= Gonzalo Aguirre Beltrán =

Mexican anthropologist

Gonzalo Aguirre Beltrán (20 January 1908 –13 January 1996) was a Mexican anthropologist known for his studies of marginal populations. His work has focused on Afro-Mexican and Indigenous populations. He was the director of the National Indigenous Institute from 1971 to 1972 and, as Assistant Secretary for Popular Culture and Continuing Education, he was responsible for forming government policy towards Indigenous populations. For this reason he is important in the field of applied anthropology.

==Life and career==
Aguirre Beltrán was born in Tlacotalpan, Veracruz, the son of a medical doctor, and he continued himself in medical studies, attending the National Autonomous University (UNAM) and earning a B.S. in 1927 and his M.D. in 1931. He returned to his home state, and practiced medicine in the town of Huatusco, Veracruz, for ten years.
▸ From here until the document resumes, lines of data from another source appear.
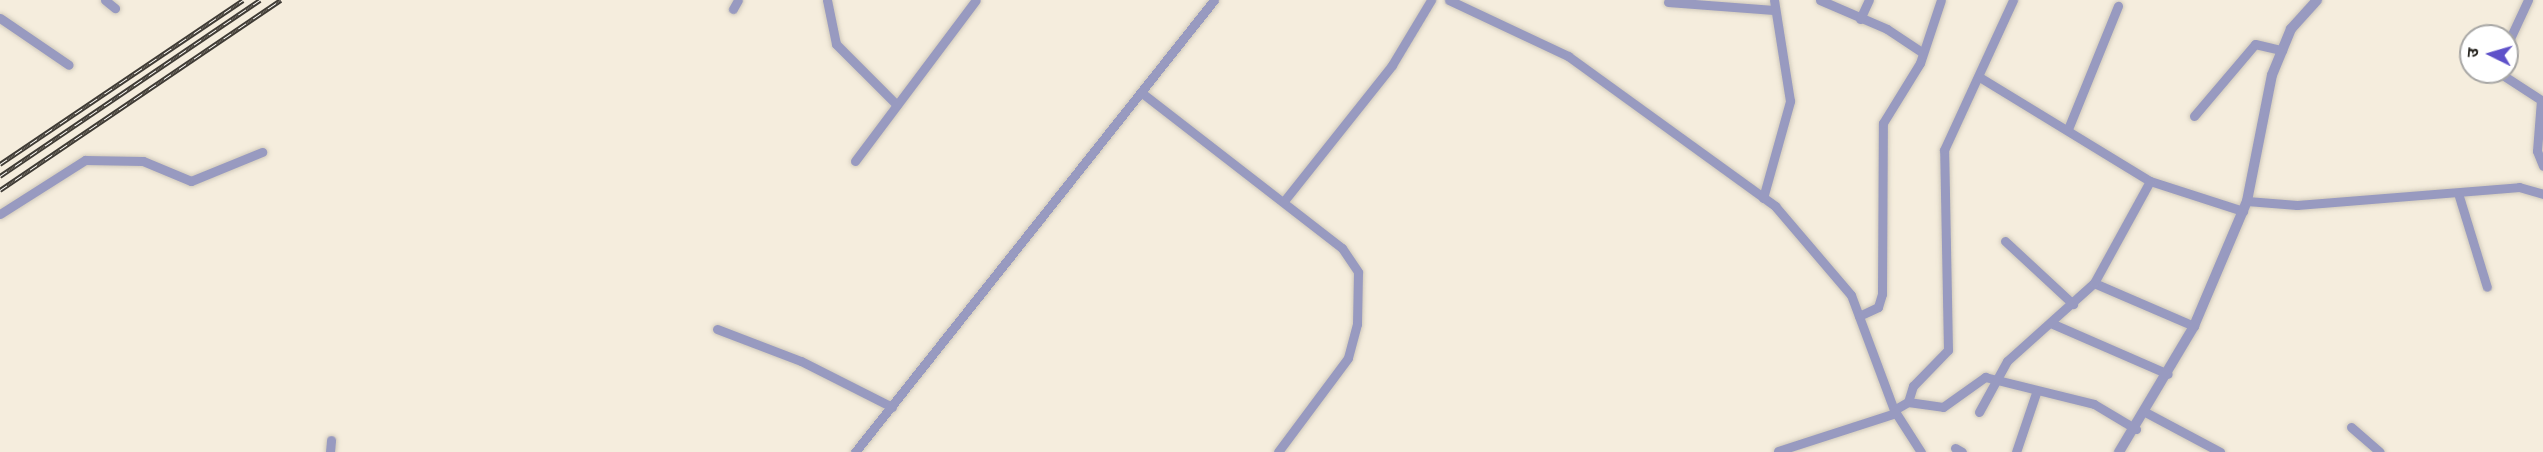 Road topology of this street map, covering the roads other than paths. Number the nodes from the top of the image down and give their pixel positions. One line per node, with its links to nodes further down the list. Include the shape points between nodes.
1 (105, 0): 16 (street)
2 (827, 0): 26 (street, via 836,44)
3 (976, 0): 26 (street)
4 (1214, 0): 25 (street)
5 (1431, 0): 36 (street, via 1392,65)
6 (1449, 0): 35 (street, via 1568,56)
7 (1820, 0): 18 (street)
8 (1869, 0): 18 (street)
9 (1941, 0): 21 (street)
10 (2013, 0): 23 (street)
11 (2317, 0): 20 (street, via 2291,29)
12 (2528, 0): 19 (street)
13 (1668, 2): 14 (street)
14 (1774, 5): 35 (street, via 1790,101)
15 (2118, 6): 28 (street)
16 (115, 8)
17 (0, 18): 22 (street)
18 (1860, 19): 21 (street)
19 (2517, 24)
20 (2282, 50): 27 (street, via 2255,44); 37 (street, via 2265,99)
21 (1923, 53): 43 (street, via 1883,123 1882,294 1878,307)
22 (69, 65)
23 (1981, 78): 28 (street); 50 (street, via 1944,150 1948,350 1913,386)
24 (2516, 84): 31 (street, via 2541,100 2537,151)
25 (1142, 93): 36 (street); 51 (street)
26 (897, 105): 30 (street)
27 (2194, 116)
28 (2068, 129): 32 (street)
29 (262, 153): 38 (street, via 191,181 143,161 85,160)
30 (855, 160)
31 (2543, 166)
32 (2150, 181): 37 (street); 40 (street)
33 (2458, 193): 34 (street, via 2519,187); 37 (street, via 2424,191 2297,205); 41 (street)
34 (2543, 194)
35 (1763, 198): 43 (street, via 1846,288)
36 (1284, 201): 61 (street, via 1353,260 1360,290 1348,358)
37 (2245, 206): 45 (street)
38 (0, 214)
39 (2005, 241): 42 (street)
40 (2094, 283): 42 (street); 45 (street)
41 (2487, 288)
42 (2073, 304): 44 (street)
43 (1860, 318): 52 (street)
44 (2053, 324): 47 (street); 48 (street, via 2007,360)
45 (2194, 326): 47 (street)
46 (717, 329): 51 (street, via 801,360)
47 (2168, 374): 54 (street)
48 (1993, 381): 49 (street); 50 (street, via 1977,379 1942,407); 53 (street)
49 (2036, 393): 56 (street, via 2094,404); 63 (street)
50 (1908, 402): 52 (street)
51 (892, 407): 60 (street)
52 (1894, 409): 58 (street); 62 (street)
53 (1979, 412)
54 (2147, 413): 56 (street); 65 (street)
55 (2351, 427): 66 (street)
56 (2136, 429): 64 (street)
57 (331, 440): 59 (street)
58 (1778, 451)
59 (330, 452)
60 (855, 452)
61 (1278, 452)
62 (1921, 452)
63 (2016, 452)
64 (2119, 452)
65 (2220, 452)
66 (2380, 452) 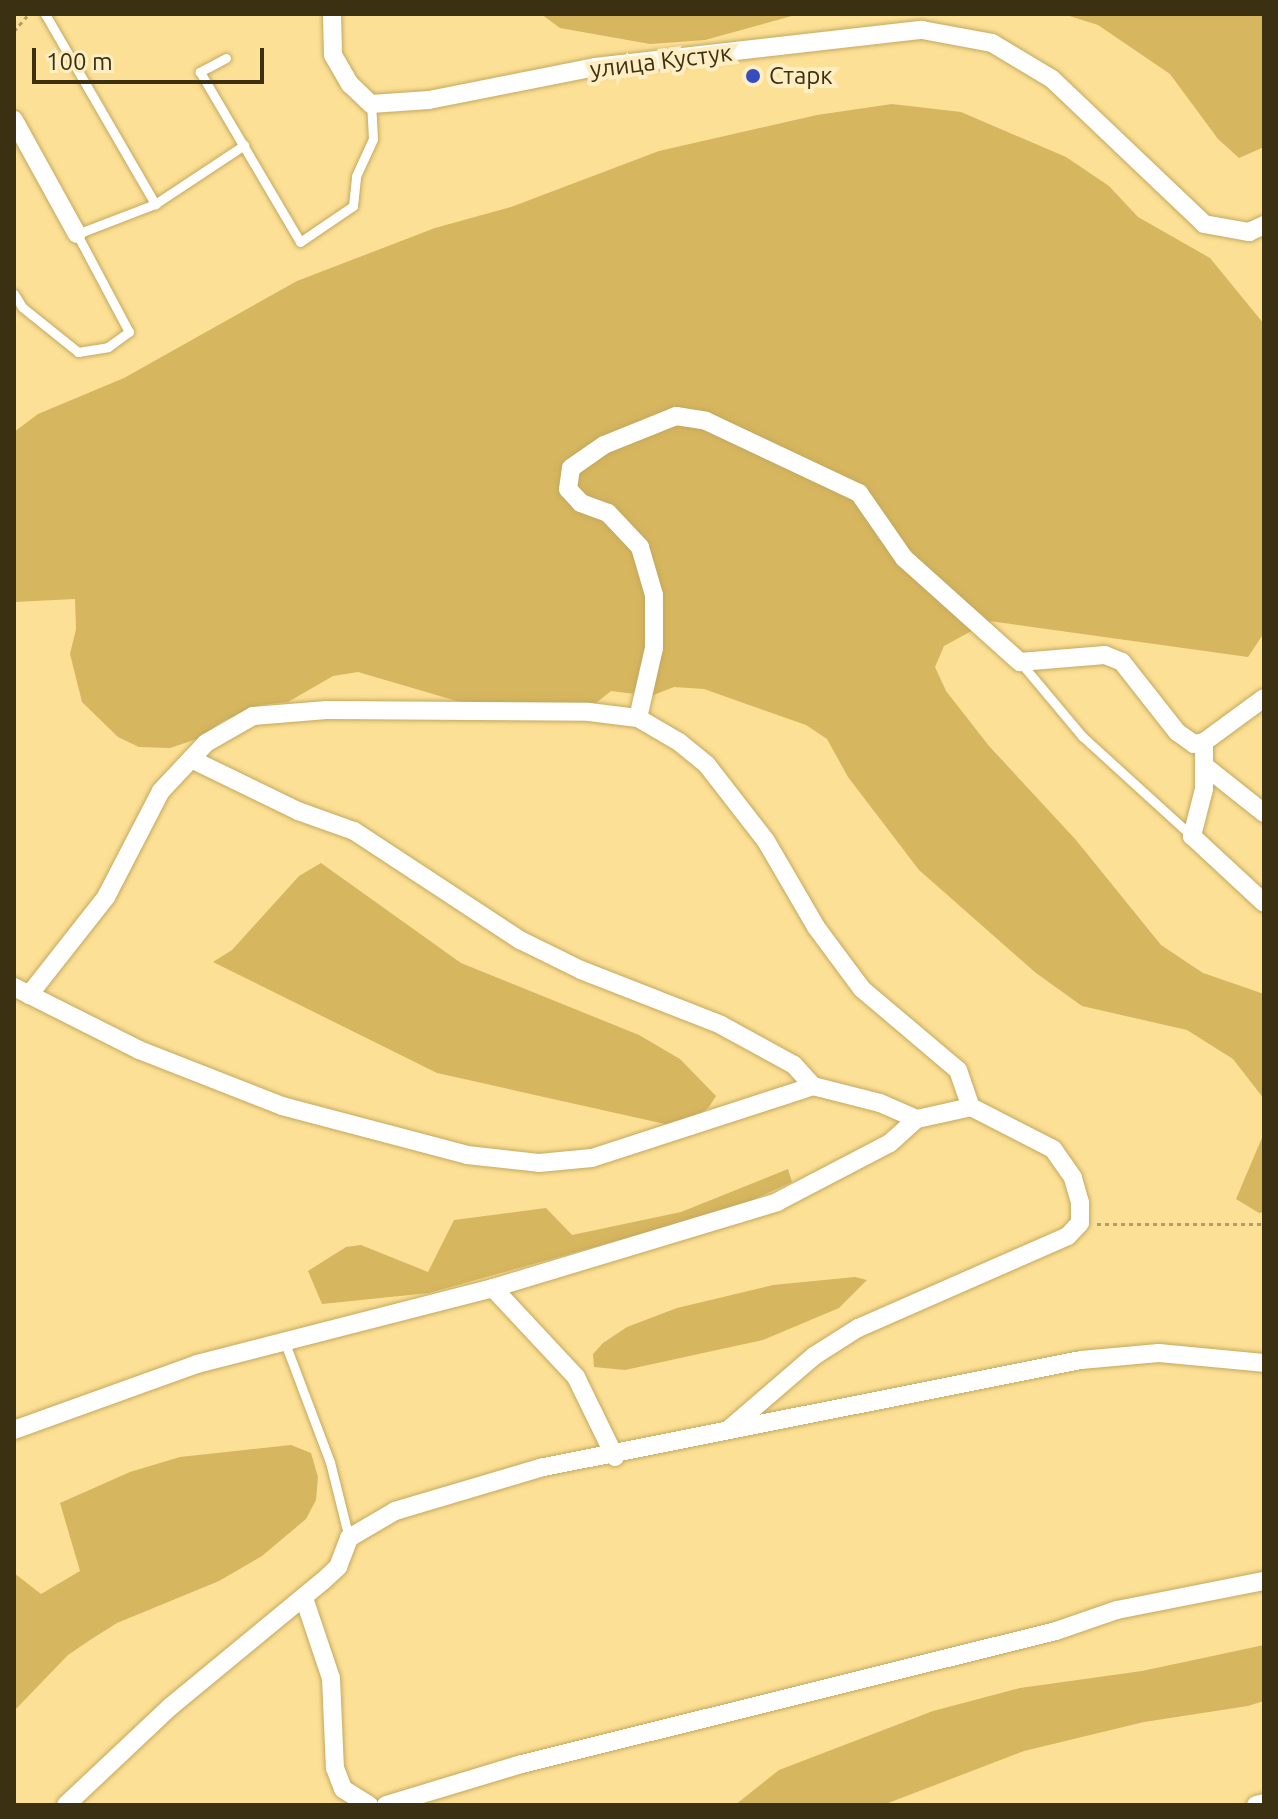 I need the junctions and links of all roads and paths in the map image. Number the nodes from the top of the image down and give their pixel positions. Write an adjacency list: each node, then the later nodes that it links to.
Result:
1 (29, 14): 4 (path)
2 (45, 14): 9 (lane)
3 (332, 14): 6 (street)
4 (14, 31)
5 (226, 58): 8 (lane)
6 (371, 104): 8 (lane); 10 (street, улица Кустук)
7 (14, 120): 11 (street)
8 (244, 145): 9 (lane)
9 (155, 204): 11 (lane)
10 (1264, 225)
11 (77, 234): 12 (lane)
12 (14, 294)
13 (1020, 662): 15 (street); 16 (street); 20 (lane)
14 (1264, 698): 16 (street)
15 (638, 718): 17 (street); 24 (street)
16 (1204, 742): 18 (street)
17 (191, 759): 22 (street); 23 (street)
18 (1206, 767): 19 (street); 20 (street)
19 (1264, 813)
20 (1192, 836): 21 (street)
21 (1264, 903)
22 (21, 991): 23 (street)
23 (813, 1086): 25 (street)
24 (971, 1107): 25 (street); 26 (street)
25 (917, 1119): 28 (street)
26 (1080, 1223): 27 (path); 32 (street)
27 (1261, 1224)
28 (493, 1288): 29 (street); 33 (street)
29 (285, 1343): 31 (street); 34 (lane)
30 (1264, 1363): 32 (street)
31 (14, 1430)
32 (728, 1430): 33 (street)
33 (615, 1457): 34 (street)
34 (349, 1538): 36 (street)
35 (1264, 1581): 40 (street)
36 (304, 1598): 38 (street); 39 (street)
37 (1264, 1803): 41 (street)
38 (66, 1805)
39 (369, 1805)
40 (386, 1805)
41 (1256, 1805)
In his early years as a medical doctor, he became interested in local history and published a book on agrarian struggle during the colonial era. In 1942 he met Columbia University-trained anthropologist Manuel Gamio, who suggested that Aguirre Beltrán study people of African descent in Mexico, resulting in his landmark study, La población negra de México, 1519–1810: Estudio etnohistórico (1946). He left the practice of medicine in favor of becoming an anthropologist, although he pursued topics on medical anthropology.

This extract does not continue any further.